**** GIVEN RECORDS

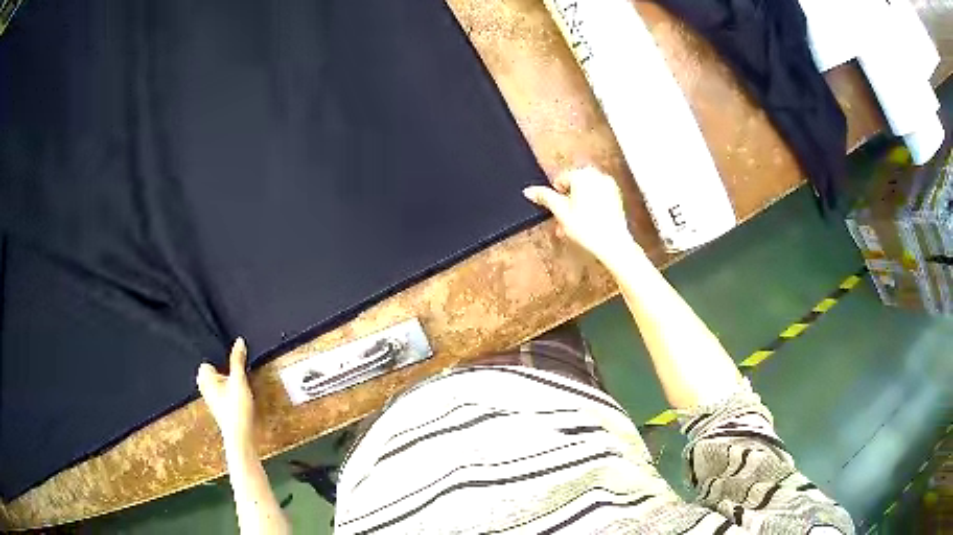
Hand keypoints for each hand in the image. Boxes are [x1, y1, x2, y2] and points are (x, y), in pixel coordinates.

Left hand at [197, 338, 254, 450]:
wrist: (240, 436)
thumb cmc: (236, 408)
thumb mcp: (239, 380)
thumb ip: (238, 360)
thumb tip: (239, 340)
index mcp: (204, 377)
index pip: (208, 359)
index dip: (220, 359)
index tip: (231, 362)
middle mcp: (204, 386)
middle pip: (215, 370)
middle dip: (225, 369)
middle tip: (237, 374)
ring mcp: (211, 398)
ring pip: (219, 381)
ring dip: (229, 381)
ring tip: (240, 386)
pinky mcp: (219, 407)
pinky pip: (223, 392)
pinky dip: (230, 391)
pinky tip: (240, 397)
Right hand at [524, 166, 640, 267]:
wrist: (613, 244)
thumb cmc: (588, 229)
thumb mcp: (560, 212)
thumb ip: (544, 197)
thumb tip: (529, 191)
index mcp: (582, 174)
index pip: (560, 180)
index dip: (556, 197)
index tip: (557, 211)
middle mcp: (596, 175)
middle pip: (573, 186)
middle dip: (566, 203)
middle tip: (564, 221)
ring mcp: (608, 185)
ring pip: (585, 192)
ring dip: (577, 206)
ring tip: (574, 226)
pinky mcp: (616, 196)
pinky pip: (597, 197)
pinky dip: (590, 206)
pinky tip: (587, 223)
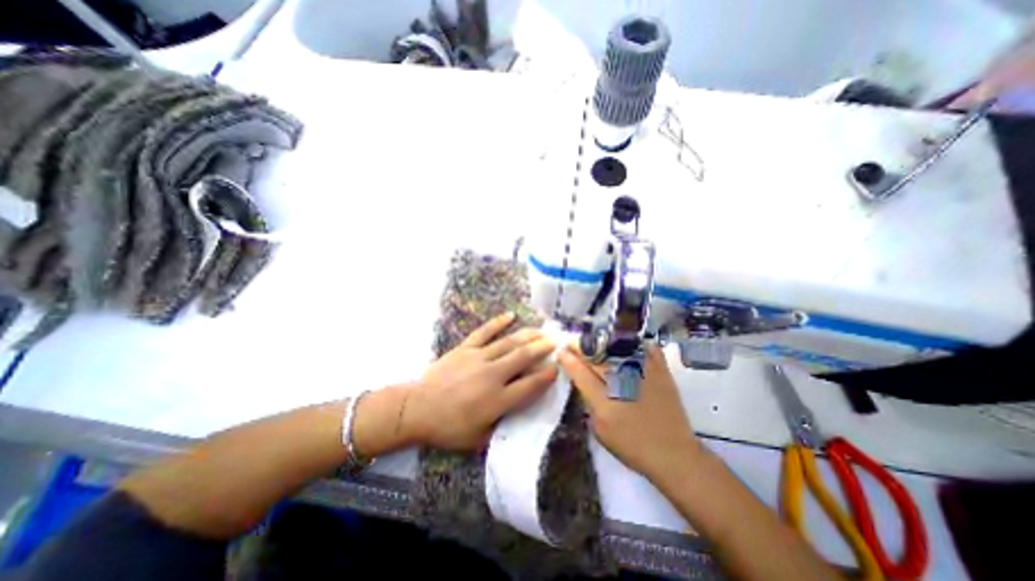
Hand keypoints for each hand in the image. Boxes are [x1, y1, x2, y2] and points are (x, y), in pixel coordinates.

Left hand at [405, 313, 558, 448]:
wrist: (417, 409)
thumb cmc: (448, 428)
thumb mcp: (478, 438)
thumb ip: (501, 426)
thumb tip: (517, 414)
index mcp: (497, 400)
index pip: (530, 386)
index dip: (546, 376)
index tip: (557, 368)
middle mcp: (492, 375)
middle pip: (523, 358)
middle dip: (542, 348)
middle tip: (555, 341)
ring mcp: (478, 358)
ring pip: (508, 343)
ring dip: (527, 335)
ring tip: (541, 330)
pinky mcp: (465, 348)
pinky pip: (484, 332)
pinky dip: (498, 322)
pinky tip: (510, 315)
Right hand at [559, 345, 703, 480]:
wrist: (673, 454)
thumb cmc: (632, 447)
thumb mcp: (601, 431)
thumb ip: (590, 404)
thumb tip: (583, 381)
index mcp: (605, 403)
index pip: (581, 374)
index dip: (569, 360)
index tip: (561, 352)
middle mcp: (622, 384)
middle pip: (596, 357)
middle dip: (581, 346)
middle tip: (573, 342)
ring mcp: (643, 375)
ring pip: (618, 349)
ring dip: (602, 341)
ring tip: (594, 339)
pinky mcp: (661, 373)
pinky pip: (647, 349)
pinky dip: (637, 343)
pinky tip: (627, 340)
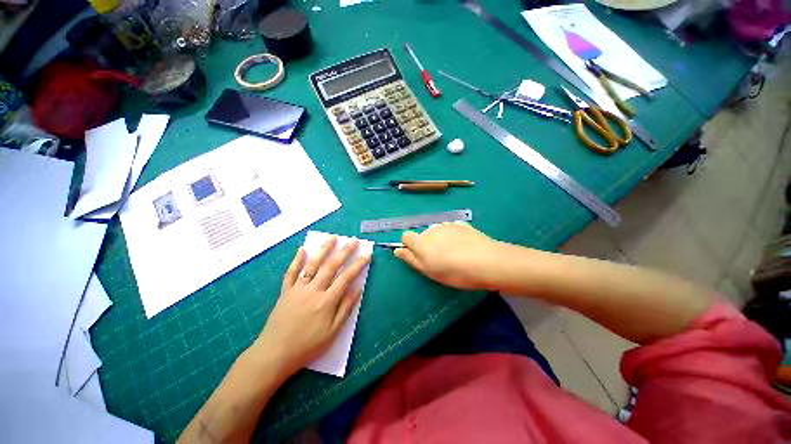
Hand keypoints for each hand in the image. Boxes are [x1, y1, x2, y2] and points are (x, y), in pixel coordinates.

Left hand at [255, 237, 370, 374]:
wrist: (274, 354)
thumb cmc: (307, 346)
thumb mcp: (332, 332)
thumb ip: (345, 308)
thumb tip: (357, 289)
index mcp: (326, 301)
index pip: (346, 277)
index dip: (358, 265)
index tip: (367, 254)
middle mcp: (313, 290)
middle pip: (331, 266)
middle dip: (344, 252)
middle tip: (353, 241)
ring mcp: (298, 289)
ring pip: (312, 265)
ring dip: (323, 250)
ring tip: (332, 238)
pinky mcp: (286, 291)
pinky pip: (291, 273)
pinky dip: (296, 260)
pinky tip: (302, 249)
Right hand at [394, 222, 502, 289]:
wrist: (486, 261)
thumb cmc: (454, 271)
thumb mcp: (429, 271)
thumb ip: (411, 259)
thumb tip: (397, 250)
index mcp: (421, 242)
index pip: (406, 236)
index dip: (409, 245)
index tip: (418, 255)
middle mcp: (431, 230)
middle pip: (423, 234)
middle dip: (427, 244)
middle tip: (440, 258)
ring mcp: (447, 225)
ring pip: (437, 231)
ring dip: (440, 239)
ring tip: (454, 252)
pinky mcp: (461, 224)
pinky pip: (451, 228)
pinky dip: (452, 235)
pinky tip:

********
**** GIVEN RECORDS

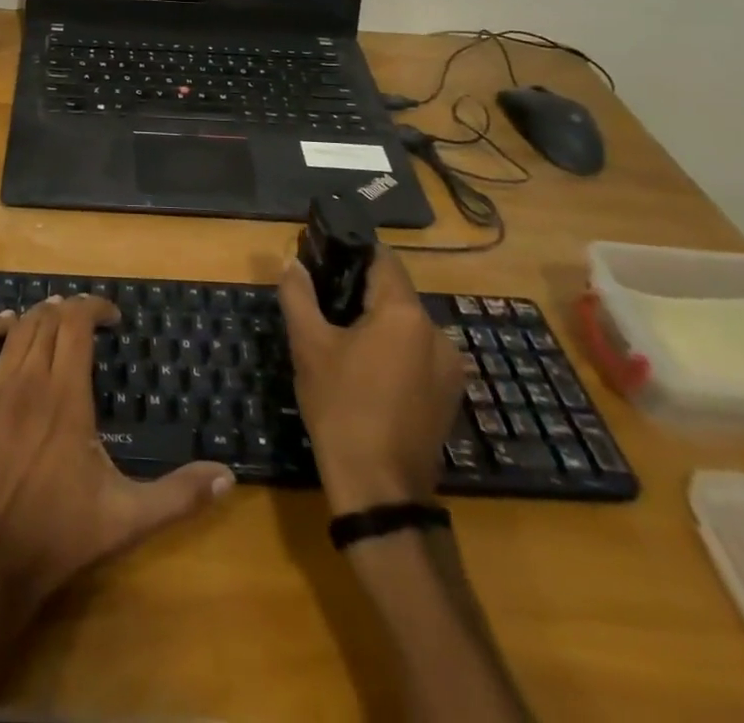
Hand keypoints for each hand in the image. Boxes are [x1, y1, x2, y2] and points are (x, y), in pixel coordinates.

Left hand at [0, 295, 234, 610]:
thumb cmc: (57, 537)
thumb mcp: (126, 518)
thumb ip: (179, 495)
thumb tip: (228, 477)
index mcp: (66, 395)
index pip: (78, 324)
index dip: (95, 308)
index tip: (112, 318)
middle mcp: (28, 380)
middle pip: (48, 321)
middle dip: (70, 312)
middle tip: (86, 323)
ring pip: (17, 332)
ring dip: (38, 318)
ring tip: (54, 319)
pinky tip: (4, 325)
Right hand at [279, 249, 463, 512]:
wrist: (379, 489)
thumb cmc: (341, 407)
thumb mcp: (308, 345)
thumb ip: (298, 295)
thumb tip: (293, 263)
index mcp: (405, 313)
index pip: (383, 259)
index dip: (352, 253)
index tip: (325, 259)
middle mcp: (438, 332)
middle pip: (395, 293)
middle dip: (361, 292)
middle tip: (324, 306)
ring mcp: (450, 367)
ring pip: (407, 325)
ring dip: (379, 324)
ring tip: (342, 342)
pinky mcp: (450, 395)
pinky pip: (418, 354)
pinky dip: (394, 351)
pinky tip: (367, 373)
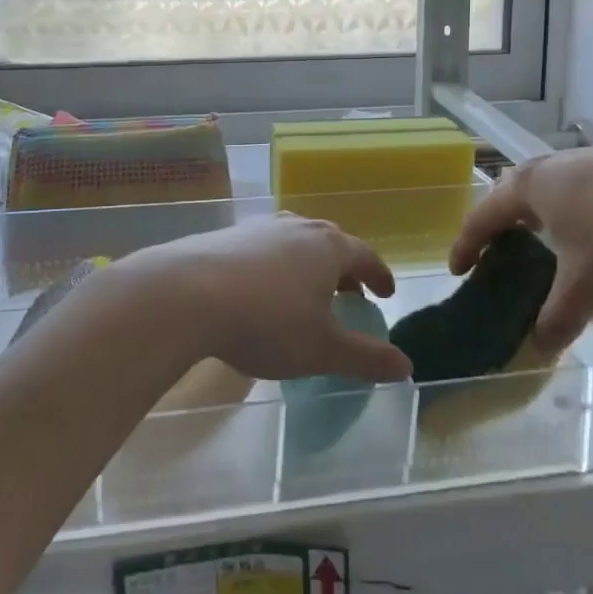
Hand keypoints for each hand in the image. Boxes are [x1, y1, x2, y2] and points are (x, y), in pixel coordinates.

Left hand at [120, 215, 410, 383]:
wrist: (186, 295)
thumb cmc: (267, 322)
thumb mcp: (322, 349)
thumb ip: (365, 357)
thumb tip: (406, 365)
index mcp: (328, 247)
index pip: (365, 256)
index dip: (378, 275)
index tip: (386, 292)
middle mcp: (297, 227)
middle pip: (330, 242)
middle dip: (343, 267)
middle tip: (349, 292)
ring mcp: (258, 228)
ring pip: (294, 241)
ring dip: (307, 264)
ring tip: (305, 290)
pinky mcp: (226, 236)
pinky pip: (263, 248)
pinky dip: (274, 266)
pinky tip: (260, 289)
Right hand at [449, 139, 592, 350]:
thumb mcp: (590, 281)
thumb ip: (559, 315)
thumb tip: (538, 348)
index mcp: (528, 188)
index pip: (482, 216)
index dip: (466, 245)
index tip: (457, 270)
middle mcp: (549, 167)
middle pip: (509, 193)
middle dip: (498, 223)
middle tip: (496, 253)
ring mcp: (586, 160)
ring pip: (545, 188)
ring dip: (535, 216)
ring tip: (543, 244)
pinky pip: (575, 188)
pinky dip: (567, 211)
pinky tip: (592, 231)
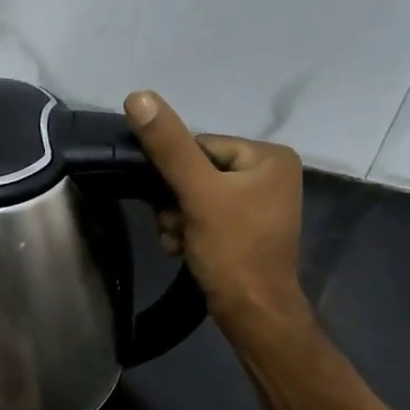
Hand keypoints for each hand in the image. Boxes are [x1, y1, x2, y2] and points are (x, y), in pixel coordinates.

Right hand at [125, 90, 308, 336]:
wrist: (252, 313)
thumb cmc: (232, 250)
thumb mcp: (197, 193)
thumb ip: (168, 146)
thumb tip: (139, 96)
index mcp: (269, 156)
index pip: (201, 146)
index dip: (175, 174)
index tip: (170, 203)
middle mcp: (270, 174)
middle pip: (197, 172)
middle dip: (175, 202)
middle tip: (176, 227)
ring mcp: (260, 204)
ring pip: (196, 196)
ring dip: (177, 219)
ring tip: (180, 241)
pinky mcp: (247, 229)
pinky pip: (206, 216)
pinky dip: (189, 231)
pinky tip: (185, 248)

********

▸ **EXERCISE**:
Would you transcribe the lines above exactly, going from the line bearing "index tip: (457, 270)" through the line bearing "middle pip: (197, 172)", and drop the pictures from the copy?

▸ **TASK SOLUTION**:
index tip: (457, 270)
middle mcp: (549, 167)
middle pip: (509, 193)
middle dip: (498, 223)
middle tip: (496, 253)
ring mcp: (586, 160)
ring pip: (545, 188)
ring dip: (535, 216)
ring tip: (543, 244)
pinky pip: (575, 188)
pinky dip: (567, 211)
pinky tip: (592, 231)
Hand keypoints for each hand in the image. Boxes are [x1, y1, x2, y2] and points are (x, y), in pixel coordinates.

Right hand at [125, 90, 308, 336]:
wrist: (252, 313)
thumb cmc: (232, 250)
thumb mcp: (197, 193)
thumb ip: (168, 146)
thumb tip: (139, 96)
index mcp: (269, 156)
index pip: (201, 146)
index dip: (175, 174)
index tip: (170, 203)
middle mcp: (270, 174)
middle pip: (197, 172)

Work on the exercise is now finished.